The required answer is a copy of each line in the entries below that includes "Джамбульская".

(Records contained in a dataset)
________

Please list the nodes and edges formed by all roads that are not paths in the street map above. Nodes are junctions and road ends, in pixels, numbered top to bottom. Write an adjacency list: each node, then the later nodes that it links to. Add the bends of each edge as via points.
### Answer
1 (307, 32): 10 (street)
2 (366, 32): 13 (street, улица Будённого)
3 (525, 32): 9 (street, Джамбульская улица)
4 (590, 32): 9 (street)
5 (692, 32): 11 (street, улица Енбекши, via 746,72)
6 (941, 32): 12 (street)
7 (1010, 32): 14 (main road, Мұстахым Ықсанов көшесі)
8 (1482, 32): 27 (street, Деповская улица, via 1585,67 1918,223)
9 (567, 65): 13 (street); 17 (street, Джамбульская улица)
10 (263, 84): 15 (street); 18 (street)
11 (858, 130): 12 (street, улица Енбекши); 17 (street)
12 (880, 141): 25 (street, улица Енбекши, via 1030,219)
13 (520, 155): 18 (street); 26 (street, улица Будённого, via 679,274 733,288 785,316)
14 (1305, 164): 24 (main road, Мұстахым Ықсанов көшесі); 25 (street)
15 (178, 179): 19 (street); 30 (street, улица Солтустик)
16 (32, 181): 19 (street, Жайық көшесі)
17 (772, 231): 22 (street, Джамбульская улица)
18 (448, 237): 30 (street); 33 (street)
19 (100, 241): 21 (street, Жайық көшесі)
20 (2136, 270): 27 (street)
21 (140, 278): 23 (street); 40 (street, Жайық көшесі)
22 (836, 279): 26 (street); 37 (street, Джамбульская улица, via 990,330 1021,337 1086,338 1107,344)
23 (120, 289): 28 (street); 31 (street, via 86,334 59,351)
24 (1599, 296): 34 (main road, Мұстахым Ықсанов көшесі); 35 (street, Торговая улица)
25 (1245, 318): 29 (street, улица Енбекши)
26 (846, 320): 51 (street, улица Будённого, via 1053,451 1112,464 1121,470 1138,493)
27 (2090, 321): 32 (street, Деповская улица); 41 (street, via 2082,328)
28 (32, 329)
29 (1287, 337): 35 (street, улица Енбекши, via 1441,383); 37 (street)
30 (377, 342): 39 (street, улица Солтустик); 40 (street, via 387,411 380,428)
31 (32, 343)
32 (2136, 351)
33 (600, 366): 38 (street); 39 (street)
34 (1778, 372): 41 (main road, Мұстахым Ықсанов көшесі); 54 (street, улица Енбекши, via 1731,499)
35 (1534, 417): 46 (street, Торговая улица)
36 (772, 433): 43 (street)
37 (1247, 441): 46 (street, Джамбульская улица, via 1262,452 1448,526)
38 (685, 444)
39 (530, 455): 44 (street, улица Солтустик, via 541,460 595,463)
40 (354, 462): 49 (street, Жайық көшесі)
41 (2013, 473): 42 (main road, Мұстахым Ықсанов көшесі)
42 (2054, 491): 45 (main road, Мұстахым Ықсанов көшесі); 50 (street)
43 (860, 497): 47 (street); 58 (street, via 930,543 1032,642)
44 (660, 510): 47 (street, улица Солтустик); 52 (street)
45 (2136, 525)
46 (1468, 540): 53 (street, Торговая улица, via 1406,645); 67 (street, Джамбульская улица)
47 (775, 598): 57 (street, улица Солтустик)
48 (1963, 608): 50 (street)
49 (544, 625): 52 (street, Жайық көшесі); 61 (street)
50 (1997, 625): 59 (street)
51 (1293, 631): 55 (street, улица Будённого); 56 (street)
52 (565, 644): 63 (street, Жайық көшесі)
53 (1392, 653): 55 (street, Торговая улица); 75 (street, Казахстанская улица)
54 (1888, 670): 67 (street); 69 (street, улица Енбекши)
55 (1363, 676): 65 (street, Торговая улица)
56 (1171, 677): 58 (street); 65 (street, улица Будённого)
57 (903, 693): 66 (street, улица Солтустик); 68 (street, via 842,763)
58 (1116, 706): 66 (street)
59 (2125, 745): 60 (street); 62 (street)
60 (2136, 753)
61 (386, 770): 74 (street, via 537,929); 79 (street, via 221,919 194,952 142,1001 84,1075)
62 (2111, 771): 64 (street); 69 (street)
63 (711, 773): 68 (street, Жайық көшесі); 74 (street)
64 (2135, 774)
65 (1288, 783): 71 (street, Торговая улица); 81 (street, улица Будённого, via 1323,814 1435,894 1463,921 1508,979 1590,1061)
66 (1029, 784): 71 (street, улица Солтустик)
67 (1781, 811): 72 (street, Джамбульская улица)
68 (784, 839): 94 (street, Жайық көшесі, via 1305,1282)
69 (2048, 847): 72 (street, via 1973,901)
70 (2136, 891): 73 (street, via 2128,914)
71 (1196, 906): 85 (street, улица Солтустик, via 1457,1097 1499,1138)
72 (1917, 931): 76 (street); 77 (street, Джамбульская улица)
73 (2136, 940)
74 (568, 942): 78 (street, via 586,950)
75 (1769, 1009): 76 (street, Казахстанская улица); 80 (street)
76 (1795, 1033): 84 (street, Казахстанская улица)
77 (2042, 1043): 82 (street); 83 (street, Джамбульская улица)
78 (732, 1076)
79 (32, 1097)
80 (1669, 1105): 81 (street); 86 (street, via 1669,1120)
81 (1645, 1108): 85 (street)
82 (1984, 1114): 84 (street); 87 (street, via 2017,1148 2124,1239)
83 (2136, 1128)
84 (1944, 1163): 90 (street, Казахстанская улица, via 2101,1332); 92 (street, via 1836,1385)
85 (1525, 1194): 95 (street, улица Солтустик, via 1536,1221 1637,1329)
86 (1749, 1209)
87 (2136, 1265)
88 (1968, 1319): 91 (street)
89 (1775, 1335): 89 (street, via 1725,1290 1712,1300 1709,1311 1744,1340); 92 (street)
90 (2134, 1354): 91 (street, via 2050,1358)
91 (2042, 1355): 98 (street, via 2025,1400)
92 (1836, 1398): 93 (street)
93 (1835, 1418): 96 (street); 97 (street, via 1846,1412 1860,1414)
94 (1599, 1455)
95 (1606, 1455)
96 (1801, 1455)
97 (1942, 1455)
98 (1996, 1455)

________

## Result
3 (525, 32): 9 (street, Джамбульская улица)
9 (567, 65): 13 (street); 17 (street, Джамбульская улица)
17 (772, 231): 22 (street, Джамбульская улица)
22 (836, 279): 26 (street); 37 (street, Джамбульская улица, via 990,330 1021,337 1086,338 1107,344)
37 (1247, 441): 46 (street, Джамбульская улица, via 1262,452 1448,526)
46 (1468, 540): 53 (street, Торговая улица, via 1406,645); 67 (street, Джамбульская улица)
67 (1781, 811): 72 (street, Джамбульская улица)
72 (1917, 931): 76 (street); 77 (street, Джамбульская улица)
77 (2042, 1043): 82 (street); 83 (street, Джамбульская улица)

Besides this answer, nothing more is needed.